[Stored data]
=====

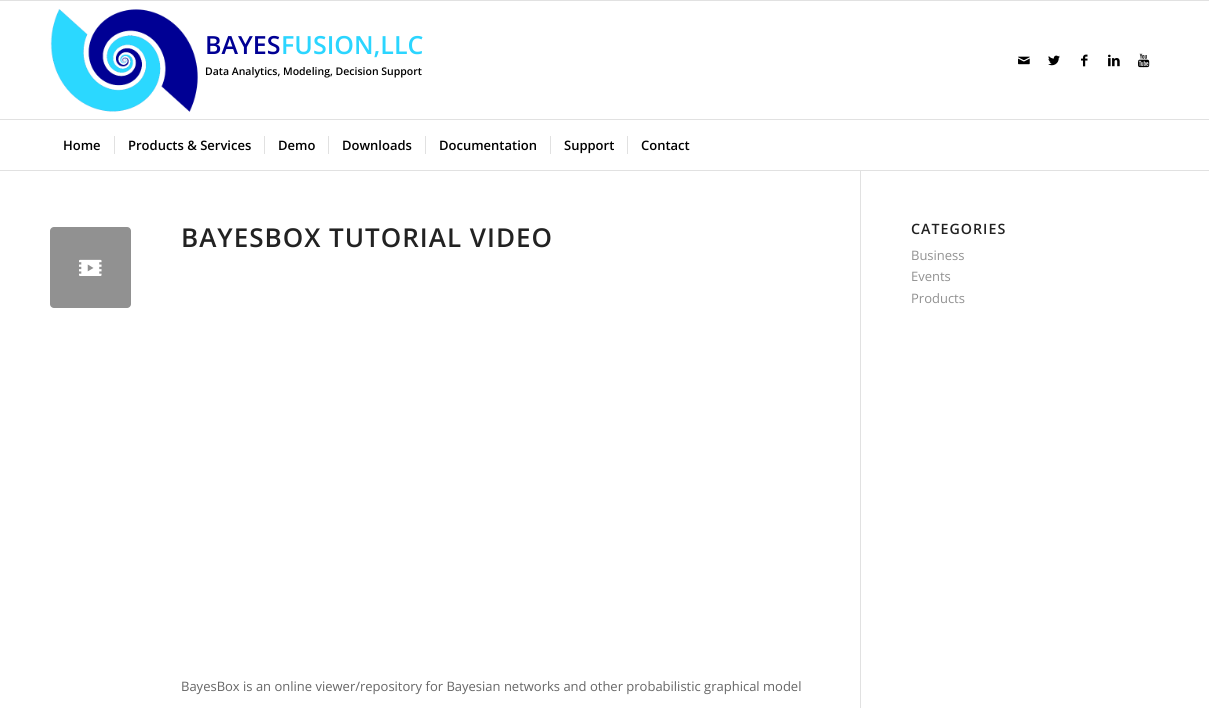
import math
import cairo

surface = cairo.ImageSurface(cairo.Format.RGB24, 1209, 708)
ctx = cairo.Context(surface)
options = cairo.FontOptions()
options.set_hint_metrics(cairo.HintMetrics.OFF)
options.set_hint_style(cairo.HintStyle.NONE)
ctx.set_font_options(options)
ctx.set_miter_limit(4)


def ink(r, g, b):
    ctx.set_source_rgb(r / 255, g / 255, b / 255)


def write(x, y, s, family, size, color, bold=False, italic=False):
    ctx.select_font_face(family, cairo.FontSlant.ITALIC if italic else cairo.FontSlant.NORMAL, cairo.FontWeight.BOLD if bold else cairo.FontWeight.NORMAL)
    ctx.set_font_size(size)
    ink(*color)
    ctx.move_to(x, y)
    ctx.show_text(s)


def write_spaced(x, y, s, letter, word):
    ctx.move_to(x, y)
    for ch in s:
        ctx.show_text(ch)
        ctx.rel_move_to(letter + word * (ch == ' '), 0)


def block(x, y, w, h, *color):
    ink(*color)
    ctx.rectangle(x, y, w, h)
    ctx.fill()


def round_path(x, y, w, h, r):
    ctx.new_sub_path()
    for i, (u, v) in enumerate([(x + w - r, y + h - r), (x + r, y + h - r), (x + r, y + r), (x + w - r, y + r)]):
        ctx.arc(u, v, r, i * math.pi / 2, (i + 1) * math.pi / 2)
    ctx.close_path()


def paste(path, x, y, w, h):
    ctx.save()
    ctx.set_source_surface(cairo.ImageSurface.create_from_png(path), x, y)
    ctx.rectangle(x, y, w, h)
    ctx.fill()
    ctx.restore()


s1 = dict(family="Open Sans SemiBold", size=25, color=(0, 0, 148))
s2 = dict(family="Open Sans SemiBold", size=25, color=(43, 213, 255))
s3 = dict(family="Open Sans SemiBold", size=10.5, color=(0, 0, 0))
s4 = dict(family="Open Sans SemiBold", size=13, color=(0, 0, 0))
s5 = dict(family="Open Sans", size=13, color=(102, 102, 102))
s6 = dict(family="Open Sans", size=13, color=(145, 145, 145))

ink(255, 255, 255)
ctx.paint()
block(0, 0, 1209, 1, 225, 225, 225)
block(0, 170, 1209, 1, 225, 225, 225)
paste("pic1.png", 50, 9, 148, 103)
write(205, 54, "BAYES", **s1)
write(281, 54, "FUSION,LLC", **s2)
write(205, 75, "Data Analytics, Modeling, Decision Support", **s3)
paste("pic2.png", 1018, 56, 12, 9)
paste("pic3.png", 1048, 55, 12, 11)
paste("pic4.png", 1081, 54, 7, 13)
paste("pic5.png", 1108, 54, 12, 13)
paste("pic6.png", 1138, 53, 12, 15)
block(0, 119, 1209, 1, 225, 225, 225)
write(63, 150, "Home", **s4)
write(128, 150, "Products & Services", **s4)
block(114, 136, 1, 18, 225, 225, 225)
write(278, 150, "Demo", **s4)
block(264, 136, 1, 18, 225, 225, 225)
write(342, 150, "Downloads", **s4)
block(328, 136, 1, 18, 225, 225, 225)
write(439, 150, "Documentation", **s4)
block(425, 136, 1, 18, 225, 225, 225)
write(564, 150, "Support", **s4)
block(550, 136, 1, 18, 225, 225, 225)
write(641, 150, "Contact", **s4)
block(627, 136, 1, 18, 225, 225, 225)
block(860, 171, 1, 537, 225, 225, 225)
ink(145, 145, 145)
round_path(50, 227, 81, 81, 4)
ctx.fill()
paste("pic7.png", 79, 259, 23, 17)
ctx.set_font_size(26)
ink(34, 34, 34)
write_spaced(181, 247, "BAYESBOX TUTORIAL VIDEO", 1, 0)
write(181, 691, "BayesBox is an online viewer/repository for Bayesian networks and other probabilistic graphical model", **s5)
ctx.select_font_face("Open Sans SemiBold")
ctx.set_font_size(14.25)
ink(34, 34, 34)
write_spaced(911, 234, "CATEGORIES", 1, 0)
write(911, 260, "Business", **s6)
write(911, 281, "Events", **s6)
write(911, 303, "Products", **s6)
surface.write_to_png("screenshot.png")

=====

What is needed: Please copy the lines above from the line with "for i, (u, v)" up to and including the line with "ctx.restore()", exactly as written and with nothing else.

Completed task:
    for i, (u, v) in enumerate([(x + w - r, y + h - r), (x + r, y + h - r), (x + r, y + r), (x + w - r, y + r)]):
        ctx.arc(u, v, r, i * math.pi / 2, (i + 1) * math.pi / 2)
    ctx.close_path()


def paste(path, x, y, w, h):
    ctx.save()
    ctx.set_source_surface(cairo.ImageSurface.create_from_png(path), x, y)
    ctx.rectangle(x, y, w, h)
    ctx.fill()
    ctx.restore()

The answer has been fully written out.